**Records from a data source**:
--- START ---
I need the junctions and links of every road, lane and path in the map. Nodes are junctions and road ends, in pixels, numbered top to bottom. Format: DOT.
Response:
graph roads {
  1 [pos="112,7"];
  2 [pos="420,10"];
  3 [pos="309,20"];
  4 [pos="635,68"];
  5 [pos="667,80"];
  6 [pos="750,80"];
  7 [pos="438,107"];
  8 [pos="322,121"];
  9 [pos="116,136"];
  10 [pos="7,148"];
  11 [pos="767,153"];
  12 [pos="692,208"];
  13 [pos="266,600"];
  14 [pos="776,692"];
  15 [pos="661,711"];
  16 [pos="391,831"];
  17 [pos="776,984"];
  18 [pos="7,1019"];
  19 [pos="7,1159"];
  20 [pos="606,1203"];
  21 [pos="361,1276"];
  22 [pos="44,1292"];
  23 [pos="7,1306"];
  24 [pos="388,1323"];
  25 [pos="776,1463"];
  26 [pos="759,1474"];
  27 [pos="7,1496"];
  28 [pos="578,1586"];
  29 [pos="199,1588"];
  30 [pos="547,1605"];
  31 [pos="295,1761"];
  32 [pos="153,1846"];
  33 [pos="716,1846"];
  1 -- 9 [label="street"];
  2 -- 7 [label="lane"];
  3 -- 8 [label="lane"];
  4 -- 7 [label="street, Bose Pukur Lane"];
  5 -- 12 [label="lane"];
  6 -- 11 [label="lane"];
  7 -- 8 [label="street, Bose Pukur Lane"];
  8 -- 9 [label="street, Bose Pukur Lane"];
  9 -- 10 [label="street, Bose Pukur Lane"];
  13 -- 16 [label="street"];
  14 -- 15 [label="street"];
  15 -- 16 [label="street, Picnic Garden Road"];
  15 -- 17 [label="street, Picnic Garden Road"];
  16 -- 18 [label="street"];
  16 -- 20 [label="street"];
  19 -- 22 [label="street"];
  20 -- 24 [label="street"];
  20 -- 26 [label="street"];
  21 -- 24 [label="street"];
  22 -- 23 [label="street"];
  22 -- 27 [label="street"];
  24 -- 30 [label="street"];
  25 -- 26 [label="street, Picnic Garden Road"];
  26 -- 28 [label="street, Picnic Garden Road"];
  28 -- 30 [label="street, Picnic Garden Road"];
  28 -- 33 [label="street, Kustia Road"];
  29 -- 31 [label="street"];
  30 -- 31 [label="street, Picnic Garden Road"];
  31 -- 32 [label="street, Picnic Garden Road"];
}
--- END ---
Read through the data and copy every line where "Bose" shows up.

**ANSWER SPACE**:
  4 -- 7 [label="street, Bose Pukur Lane"];
  7 -- 8 [label="street, Bose Pukur Lane"];
  8 -- 9 [label="street, Bose Pukur Lane"];
  9 -- 10 [label="street, Bose Pukur Lane"];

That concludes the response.